- Directed by: Udi Aloni
- Written by: Udi Aloni Paul Hond
- Produced by: Micky Rabinovitz David Silber Lemore Syvan
- Starring: Itay Tiran; Clara Khoury; Moni Moshonov; Makram Khoury; Tamara Mansour;
- Cinematography: Amnon Zlayet
- Edited by: Galia Moors
- Production companies: Metro Communications Elevation Filmworks
- Distributed by: International Film Circuit
- Release dates: 11 February 2006 (Berlin International Film Festival); 21 September 2006 (Israel);
- Running time: 97 minutes
- Country: Israel
- Languages: Hebrew English Arabic

= Forgiveness (2006 film) =

Forgiveness is a 2006 Israeli drama film directed by Udi Aloni, starring Itay Tiran, Clara Khoury, Moni Moshonov, Makram Khoury and Tamara Mansour. It tells the story of David Adler, a 20-year old American-Israeli who decides to move back to Israel, only to find himself committed to a mental institution that sits on the ruins of Deir Yassin.

==Cast==
- Itay Tiran as David Adler
- Clara Khoury as Lila
- Moni Moshonov as Muselmann
- Makram Khoury as Dr. Isaac Shemesh
- Tamara Mansour as Little Girl/Ghost
- Mike Sarne as Henry Adler

==Release==
The film presented in 2006 at the Berlin International Film Festival, the Tokyo International Film Festival, Locarno International Film Festival, the Woodstock Film Festival, and the Jerusalem Film Festival, and was described by Slavoj Žižek as "maybe the most beautiful, powerful and important film ever made about the tragedies of the region."

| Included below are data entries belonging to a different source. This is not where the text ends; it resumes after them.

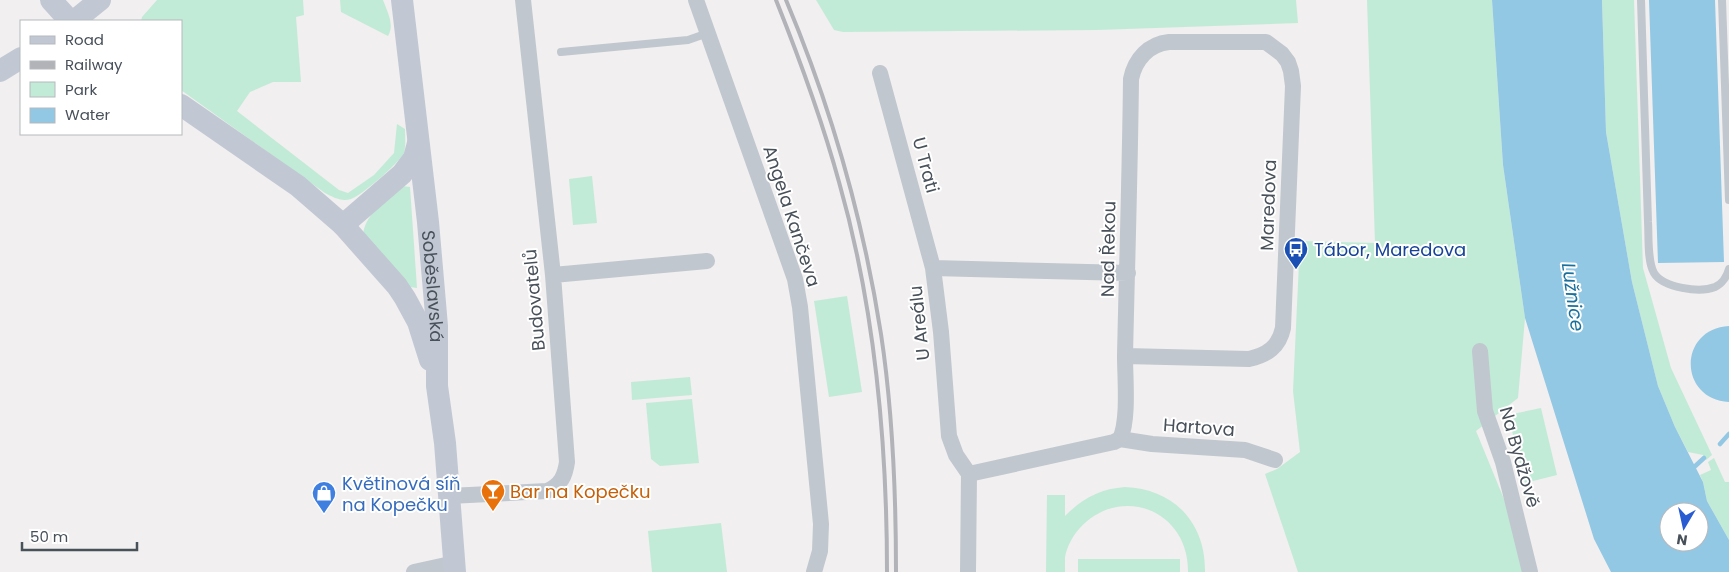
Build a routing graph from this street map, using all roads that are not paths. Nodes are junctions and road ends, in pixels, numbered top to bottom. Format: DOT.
graph roads {
  1 [pos="51,0"];
  2 [pos="402,0"];
  3 [pos="523,0"];
  4 [pos="696,0"];
  5 [pos="1640,0"];
  6 [pos="1722,0"];
  7 [pos="99,3"];
  8 [pos="69,20"];
  9 [pos="75,20"];
  10 [pos="708,32"];
  11 [pos="561,52"];
  12 [pos="1282,54"];
  13 [pos="20,59"];
  14 [pos="0,71"];
  15 [pos="880,73"];
  16 [pos="182,106"];
  17 [pos="418,138"];
  18 [pos="1729,200"];
  19 [pos="343,225"];
  20 [pos="707,261"];
  21 [pos="933,268"];
  22 [pos="1729,272"];
  23 [pos="1128,273"];
  24 [pos="553,275"];
  25 [pos="1480,351"];
  26 [pos="1125,356"];
  27 [pos="437,386"];
  28 [pos="1120,439"];
  29 [pos="1275,460"];
  30 [pos="969,474"];
  31 [pos="449,496"];
  32 [pos="455,567"];
  33 [pos="414,572"];
  34 [pos="814,572"];
  35 [pos="968,572"];
  36 [pos="1530,572"];
  1 -- 8 [label="main road"];
  2 -- 17 [label="main road, Soběslavská"];
  3 -- 24 [label="street, Budovatelů"];
  4 -- 10 [label="street, Angela Kančeva"];
  5 -- 22 [label="lane"];
  6 -- 18 [label="lane"];
  7 -- 9 [label="main road"];
  10 -- 11 [label="lane"];
  10 -- 34 [label="street, Angela Kančeva"];
  12 -- 23 [label="street, Nad Řekou"];
  12 -- 26 [label="street, Maredova"];
  13 -- 14 [label="main road"];
  15 -- 21 [label="street, U Trati"];
  16 -- 19 [label="main road"];
  17 -- 19 [label="main road"];
  17 -- 27 [label="main road, Soběslavská"];
  19 -- 27 [label="main road"];
  20 -- 24 [label="street"];
  21 -- 23 [label="street, U Areálu"];
  21 -- 30 [label="street, U Areálu"];
  23 -- 26 [label="street, Nad Řekou"];
  24 -- 31 [label="street, Budovatelů"];
  25 -- 36 [label="street, Na Bydžově"];
  26 -- 28 [label="street, Nad Řekou"];
  27 -- 31 [label="main road, Soběslavská"];
  28 -- 29 [label="street, Hartova"];
  28 -- 30 [label="street"];
  30 -- 35 [label="street"];
  31 -- 32 [label="main road, Soběslavská"];
  32 -- 33 [label="street"];
}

The film took the Audience Favorite Award at the Woodstock Film Festival in 2006. Aside from this win, it was nominated for the Wolgin Award for Best Israeli Feature at the Jerusalem Film Festival and the Tokyo Grand Prix at the Tokyo International Film Festival

The film also had its Middle-Eastern premiere in Ramallah. It stirred up controversy when the Israeli embassy in Paris threatened to withdraw funding from the Israeli Film Festival in Paris (Israelien de Paris) should they open the festival with the film.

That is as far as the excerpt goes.